The majority of cargo ships burn 0.5% sulfur fuel known as very low sulfur fuel oil (VLSFO). As of Friday, Ship & Bunker estimated that the average VLSFO price at the top 20 bunker ports had risen to $731.50 per ton, up 55% year on year. The national average gasoline price rose 40% over the same period, according to AAA.
IMO 2020 transition price beaten
There have been three periods when marine fuel pricing has been near today’s levels.
The most recent was in January 2020 in the immediate aftermath of the IMO 2020 environmental regulation. IMO 2020 required all ships not equipped with exhaust gas scrubbers to burn costlier VLSFO. Those with scrubbers could continue to burn the cheaper, traditional 3.5% sulfur fuel known as high sulfur fuel oil (HSFO).
During the initial changeover period, Ship & Bunker’s daily average price (for the top 20 ports) of newly introduced VLSFO peaked at $694 per ton on Jan. 6, 2020. That high was surpassed two weeks ago, on Jan. 27.
Just shy of March 2012 high
Prior to 2020, the majority of modern commercial ships burned HSFO. There were two periods when the historical HSFO price was near current VLSFO pricing: in 2011-2012 when crude pricing was consistently over $100 per barrel, and in 2008 when crude pricing briefly spiked to $140 per barrel (marine fuel pricing mirrors crude pricing).
Ship & Bunker data goes back to 2012. It shows that HSFO (IFO 380) had a slightly higher price than current levels in March 2012, at $746 per ton for the top 20 bunker ports.
“Right now, it is certainly getting close to an all-time high, but not quite,” Ship & Bunker Managing Director Martyn Lasek told American Shipper on Monday.
Just shy of 2008 July high
According to Lasek, “The 2008 spike was relatively short-lived versus the 2011-13 period, which would have led to bunkers being more closely matched with crude prices in the 2011-13 period than in 2008. With a sudden spike and drop [in crude prices], bunkers don’t have a chance to fully catch up with crude before it falls again. But sustained highs get everyone on the same page with pricing, globally speaking.”

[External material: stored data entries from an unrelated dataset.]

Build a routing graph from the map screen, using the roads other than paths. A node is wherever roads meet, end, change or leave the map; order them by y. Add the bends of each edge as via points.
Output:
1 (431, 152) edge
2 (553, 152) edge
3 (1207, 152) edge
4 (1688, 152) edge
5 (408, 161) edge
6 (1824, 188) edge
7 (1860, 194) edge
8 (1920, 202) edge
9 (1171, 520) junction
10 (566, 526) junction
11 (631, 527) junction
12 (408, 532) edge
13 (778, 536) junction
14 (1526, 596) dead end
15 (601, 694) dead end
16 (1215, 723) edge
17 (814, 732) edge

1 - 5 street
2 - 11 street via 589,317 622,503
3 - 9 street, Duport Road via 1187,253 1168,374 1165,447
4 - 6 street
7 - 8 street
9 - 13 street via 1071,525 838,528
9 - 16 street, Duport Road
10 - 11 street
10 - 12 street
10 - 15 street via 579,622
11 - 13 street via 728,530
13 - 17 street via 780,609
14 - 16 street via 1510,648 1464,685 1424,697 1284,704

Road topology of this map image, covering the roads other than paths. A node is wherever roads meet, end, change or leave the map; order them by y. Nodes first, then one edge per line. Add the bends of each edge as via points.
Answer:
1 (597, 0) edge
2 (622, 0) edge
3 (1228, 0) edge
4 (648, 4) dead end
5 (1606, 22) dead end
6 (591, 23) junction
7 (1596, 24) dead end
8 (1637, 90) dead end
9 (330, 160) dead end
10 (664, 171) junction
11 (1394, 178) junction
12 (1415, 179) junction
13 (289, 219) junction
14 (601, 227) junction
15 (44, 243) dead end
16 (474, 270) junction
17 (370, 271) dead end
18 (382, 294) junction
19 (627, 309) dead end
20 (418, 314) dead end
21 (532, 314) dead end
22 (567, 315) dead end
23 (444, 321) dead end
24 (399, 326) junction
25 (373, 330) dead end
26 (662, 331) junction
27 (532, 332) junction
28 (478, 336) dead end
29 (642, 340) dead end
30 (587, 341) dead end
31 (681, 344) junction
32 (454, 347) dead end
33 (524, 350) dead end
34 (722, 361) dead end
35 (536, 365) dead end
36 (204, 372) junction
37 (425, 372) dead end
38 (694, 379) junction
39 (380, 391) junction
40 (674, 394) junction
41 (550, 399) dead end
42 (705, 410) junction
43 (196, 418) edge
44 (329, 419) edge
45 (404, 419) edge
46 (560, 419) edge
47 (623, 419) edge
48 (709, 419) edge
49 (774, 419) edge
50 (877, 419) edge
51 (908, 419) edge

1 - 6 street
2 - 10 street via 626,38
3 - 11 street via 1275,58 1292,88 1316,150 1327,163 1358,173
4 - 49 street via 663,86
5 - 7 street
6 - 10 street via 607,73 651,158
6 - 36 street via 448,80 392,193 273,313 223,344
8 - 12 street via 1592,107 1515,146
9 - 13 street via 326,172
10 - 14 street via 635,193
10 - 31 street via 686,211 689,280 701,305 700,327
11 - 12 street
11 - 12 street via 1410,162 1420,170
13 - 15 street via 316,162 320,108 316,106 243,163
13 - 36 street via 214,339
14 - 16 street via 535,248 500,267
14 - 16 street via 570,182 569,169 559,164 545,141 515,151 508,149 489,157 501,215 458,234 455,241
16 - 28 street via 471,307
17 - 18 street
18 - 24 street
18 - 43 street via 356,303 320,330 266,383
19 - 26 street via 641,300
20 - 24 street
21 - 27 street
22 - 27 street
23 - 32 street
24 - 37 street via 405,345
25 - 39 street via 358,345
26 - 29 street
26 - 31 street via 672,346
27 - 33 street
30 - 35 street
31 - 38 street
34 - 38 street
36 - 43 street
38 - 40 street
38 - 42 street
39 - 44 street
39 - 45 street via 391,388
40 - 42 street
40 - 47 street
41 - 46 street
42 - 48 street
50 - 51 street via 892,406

To the extent HSFO pricing in 2008 did exceed current VLSFO levels, it appears to have been for only a very brief period and by only a few dollars more.
A July 11, 2008, report from Platts put IFO 380 pricing in Rotterdam, the Netherlands, at $724 per ton; Fujairah, United Arab Emirates, at $738; Houston $742; and Singapore $753. Current VLSFO prices are now within $40 per ton of reported 2008 HSFO highs in those four leading bunker ports.
What it means to cargo shippers
In an online post, Lars Jensen, CEO of consultancy Vespucci Maritime, addressed the consequences of surging marine fuel costs.
Jensen pointed out that back in 2012, high bunker costs “triggered a wave of emergency fuel surcharges as well as a further step into super-slow-steaming by ocean carriers.” (Slow steaming refers to carriers intentionally reducing speed to cut fuel bills.)
In 2022, said Jensen, “high [fuel] prices have to be seen in the context of the supply chain bottlenecks. Slow steaming to mitigate the impact from high fuel prices only makes financial sense if you have excess capacity, which was the case in 2012. If you do not have overcapacity, it is more sensible to increase freight rates instead and maximize asset utilization, which is the case right now.”
The only solace for cargo shippers and consumers: Fuel costs, albeit historically high, are just a drop in the bucket compared to overall freight costs. Jensen foresees “continued upward pressure due to bunker surcharge adjustments, although these are quite small relative to the current extreme spot-rate environment.”